Cerrelli: La posizione che ha assunto la Consulta con la sentenza 170/2014 non era inevitabile. Tale sentenza, invero, dichiara incostituzionali gli artt. 2 e 4 della legge 14 aprile 1982 n. 164, con riferimento all’art. 2 Cost., nella parte in cui non prevedono che la sentenza di rettificazione dell’attribuzione di sesso di uno dei coniugi, che comporta lo scioglimento del matrimonio, consenta, comunque, ove entrambi lo richiedano, di mantenere in vita un rapporto di coppia giuridicamente regolato con altra forma di convivenza registrata, che tuteli adeguatamente i diritti ed obblighi della coppia medesima, la cui disciplina rimane demandata alla discrezionalità di scelta del legislatore.

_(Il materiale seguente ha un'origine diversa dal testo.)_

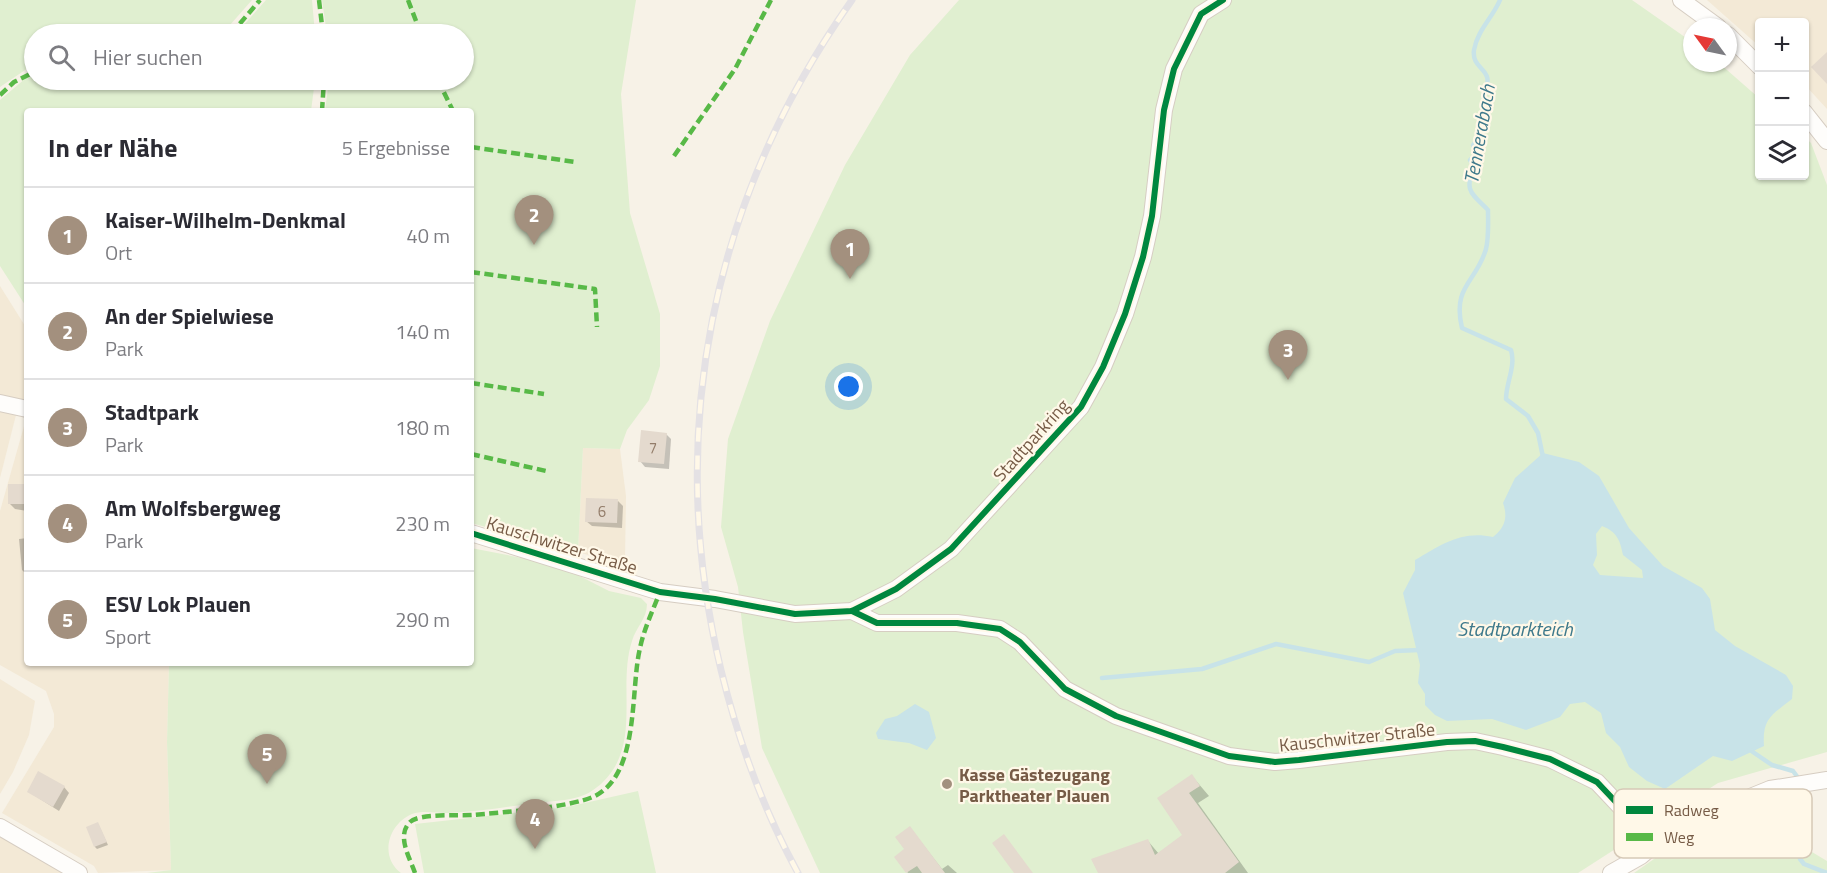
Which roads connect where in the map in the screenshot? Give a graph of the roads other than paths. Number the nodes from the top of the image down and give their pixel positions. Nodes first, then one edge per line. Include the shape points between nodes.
1 (1223, 0) edge
2 (1681, 0) edge
3 (1706, 18) edge
4 (1737, 44) edge
5 (1755, 62) edge
6 (1809, 118) edge
7 (1827, 141) edge
8 (0, 403) edge
9 (24, 408) edge
10 (474, 534) edge
11 (645, 587) joint
12 (852, 611) junction
13 (1827, 780) edge
14 (1770, 789) edge
15 (1614, 801) edge
16 (0, 826) edge
17 (1637, 858) edge
18 (79, 873) edge
19 (1611, 873) edge

1 - 12 street, Stadtparkring via 1202,14 1174,69 1164,110 1152,216 1143,257 1125,314 1081,407 951,549 896,588
2 - 3 street
4 - 5 street
6 - 7 street
8 - 9 street
10 - 11 street, Kauschwitzer Straße
11 - 12 street, Stadtparkring via 795,614
12 - 15 street, Kauschwitzer Straße via 877,623 957,623 1000,629 1020,642 1065,689 1080,698 1116,716 1229,756 1287,761 1475,741 1550,759 1597,782
13 - 14 street
16 - 18 street
17 - 19 street

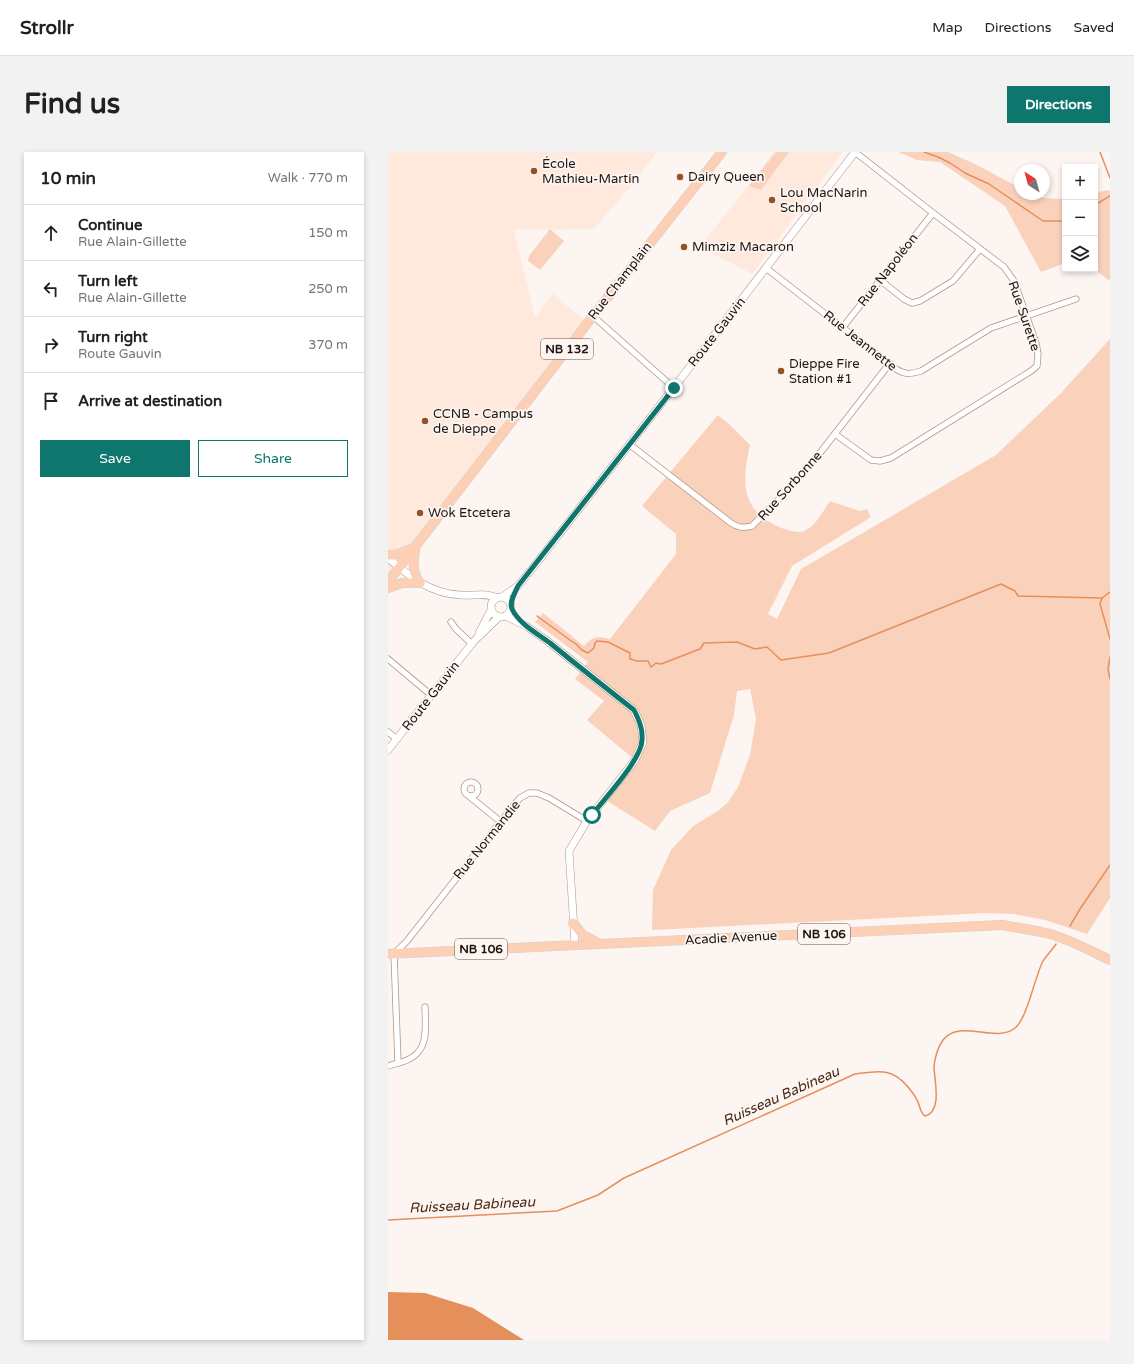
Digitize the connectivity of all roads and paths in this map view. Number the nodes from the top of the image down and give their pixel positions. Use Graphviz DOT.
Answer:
graph roads {
  1 [pos="722,152"];
  2 [pos="855,152"];
  3 [pos="933,214"];
  4 [pos="980,249"];
  5 [pos="766,268"];
  6 [pos="880,280"];
  7 [pos="1076,299"];
  8 [pos="593,316"];
  9 [pos="1026,316"];
  10 [pos="844,327"];
  11 [pos="890,363"];
  12 [pos="674,388"];
  13 [pos="835,434"];
  14 [pos="629,444"];
  15 [pos="416,547"];
  16 [pos="388,555"];
  17 [pos="388,558"];
  18 [pos="399,568"];
  19 [pos="388,582"];
  20 [pos="420,583"];
  21 [pos="518,586"];
  22 [pos="388,588"];
  23 [pos="480,594"];
  24 [pos="500,597"];
  25 [pos="511,606"];
  26 [pos="491,608"];
  27 [pos="503,617"];
  28 [pos="451,622"];
  29 [pos="526,626"];
  30 [pos="473,642"];
  31 [pos="388,659"];
  32 [pos="431,695"];
  33 [pos="388,732"];
  34 [pos="397,739"];
  35 [pos="388,750"];
  36 [pos="469,796"];
  37 [pos="587,821"];
  38 [pos="501,822"];
  39 [pos="573,923"];
  40 [pos="407,941"];
  41 [pos="601,944"];
  42 [pos="575,945"];
  43 [pos="411,953"];
  44 [pos="391,954"];
  45 [pos="1110,960"];
  46 [pos="425,1007"];
  47 [pos="398,1063"];
  48 [pos="388,1066"];
  1 -- 8 [label="main road, Rue Champlain / NB 132"];
  2 -- 3 [label="street, Rue Surette"];
  2 -- 5 [label="street, Route Gauvin"];
  3 -- 4 [label="street, Rue Surette"];
  3 -- 6 [label="street, Rue Napoléon"];
  4 -- 6 [label="street"];
  4 -- 9 [label="street, Rue Surette"];
  5 -- 10 [label="street, Rue Jeannette"];
  5 -- 12 [label="street, Route Gauvin"];
  6 -- 10 [label="street, Rue Napoléon"];
  7 -- 9 [label="street, Rue Jeannette"];
  8 -- 12 [label="street"];
  8 -- 15 [label="main road, Rue Champlain / NB 132"];
  9 -- 11 [label="street, Rue Jeannette"];
  9 -- 13 [label="street, Rue Surette"];
  10 -- 11 [label="street, Rue Jeannette"];
  11 -- 13 [label="street, Rue Sorbonne"];
  12 -- 14 [label="street, Route Gauvin"];
  13 -- 14 [label="street, Rue Sorbonne"];
  14 -- 21 [label="street, Route Gauvin"];
  15 -- 16 [label="main road"];
  15 -- 18 [label="main road, Rue Champlain / NB 132"];
  15 -- 20 [label="main road"];
  17 -- 18 [label="street"];
  18 -- 19 [label="main road, Rue Champlain / NB 132"];
  18 -- 20 [label="street"];
  20 -- 22 [label="main road"];
  20 -- 23 [label="street"];
  21 -- 24 [label="street, Route Gauvin"];
  21 -- 25 [label="street, Route Gauvin"];
  23 -- 24 [label="street"];
  23 -- 26 [label="street"];
  24 -- 25 [label="street"];
  24 -- 26 [label="street"];
  25 -- 27 [label="street"];
  25 -- 29 [label="street"];
  26 -- 27 [label="street"];
  26 -- 30 [label="street, Route Gauvin"];
  27 -- 29 [label="street"];
  27 -- 30 [label="street, Route Gauvin"];
  28 -- 30 [label="street"];
  29 -- 37 [label="street"];
  30 -- 32 [label="street, Route Gauvin"];
  31 -- 32 [label="street"];
  32 -- 34 [label="street, Route Gauvin"];
  33 -- 34 [label="street"];
  34 -- 35 [label="street, Route Gauvin"];
  36 -- 38 [label="street"];
  37 -- 38 [label="street, Rue Normandie"];
  37 -- 39 [label="street"];
  38 -- 40 [label="street, Rue Normandie"];
  39 -- 41 [label="main road"];
  39 -- 42 [label="street"];
  40 -- 43 [label="street"];
  40 -- 44 [label="street, Rue Normandie"];
  41 -- 42 [label="main road, Acadie Avenue / NB 106"];
  41 -- 45 [label="main road, Acadie Avenue / NB 106"];
  42 -- 43 [label="main road, Acadie Avenue / NB 106"];
  43 -- 44 [label="main road, Acadie Avenue / NB 106"];
  44 -- 47 [label="street"];
  46 -- 47 [label="street"];
  47 -- 48 [label="street"];
}
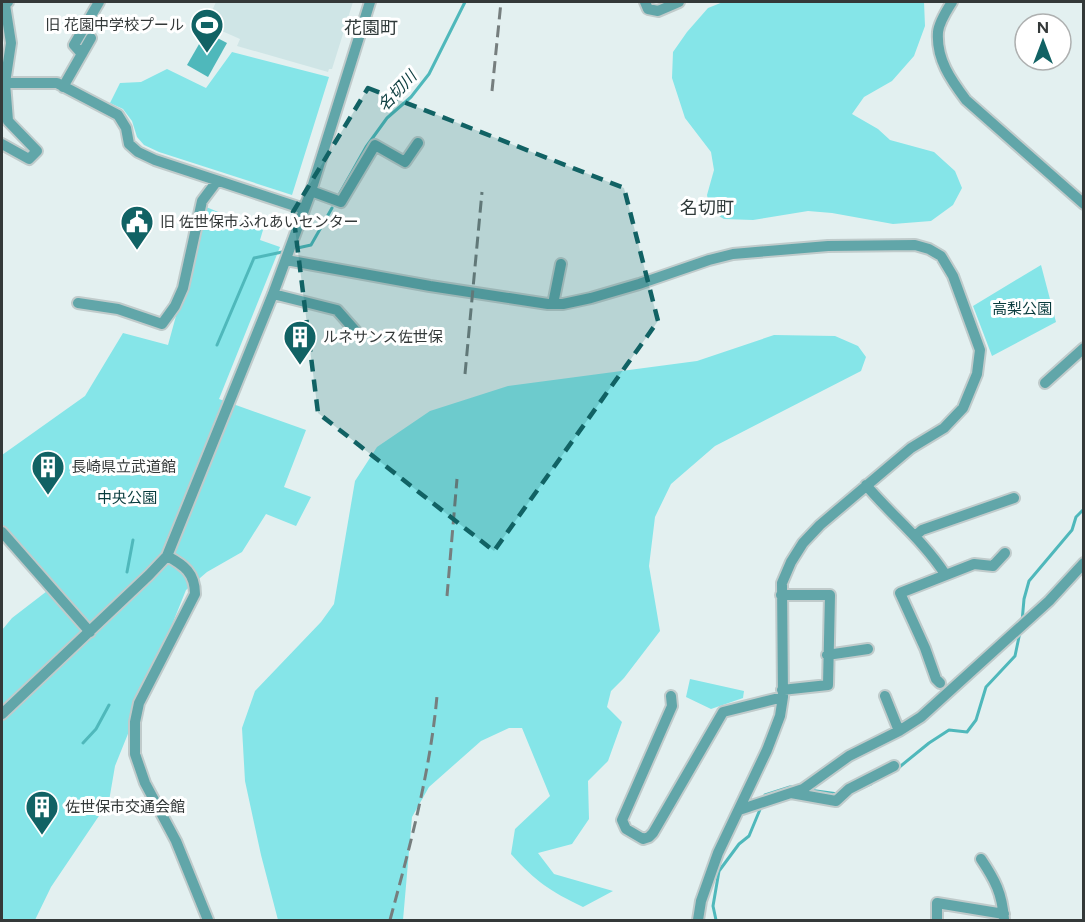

In parole povere, la Consulta afferma che il cambio di sesso di uno dei coniugi pur sciogliendo il matrimonio, deve lasciare aperta la possibilità per la coppia che volesse restare unita, di poterlo fare sotto altra forma giuridica e dà mandato al legislatore, come già aveva fatto con la sentenza n. 138/2010, di disciplinare una nuova forma giuridica.
Che effetti comporta – secondo lei – sul piano del costume e come dovrà intervenire il legislatore?
Cerrelli: La pronuncia della Consulta si pone in linea con quell’orientamento culturale e giuridico, che ravvisa nell’ideologia del gender un punto di riferimento fondamentale. Tale ideologia privilegia il genere inteso come costrutto culturale, al sesso inteso come dato biologico. Pertanto il gender tende a propiziare la costruzione di una società artificiale che rende liquidi i rapporti tra gli individui, anche dal punto di vista sessuale. Tale sentenza, sollecitando il legislatore a creare un’alternativa giuridica, anche se diversa dal matrimonio e che consenta ai due coniugi di evitare il passaggio da uno stato di massima protezione giuridica ad una condizione di assoluta indeterminatezza, si pone in tale linea.
La Corte non sembra – tuttavia – aver equiparato matrimonio e unioni civili, cioé non ha detto al legislatore di allargare la definizione di matrimonio, ma solo di tenere conto di altri tipi di coppia. Si a Pacs e no ai cosiddetti "matrimoni egualitari"?
Cerrelli: La Corte pur non equiparando il matrimonio e le unioni civili registrate, pone le basi per la creazione di un nuovo istituto giuridico di cui non si capisce bene il senso. La Corte ritiene che sia diritto dei ricorrenti il mantenere in vita un rapporto di coppia giuridicamente regolato con altra forma di convivenza registrata; ma mi chiedo che funzione sociale dovrebbe avere tale rapporto di coppia? Certamente non si può considerare la base di questo rapporto l’affetto, che non ha alcuna rilevanza giuridica nel nostro ordinamento. Ritengo, pertanto, che tale sentenza sia alquanto pericolosa perché si innesta in quel solco che mira al depotenziamento dell’istituto familiare. La pronuncia della Consulta, aprendo ad altre forme di famiglie, di fatto depotenzia la famiglia.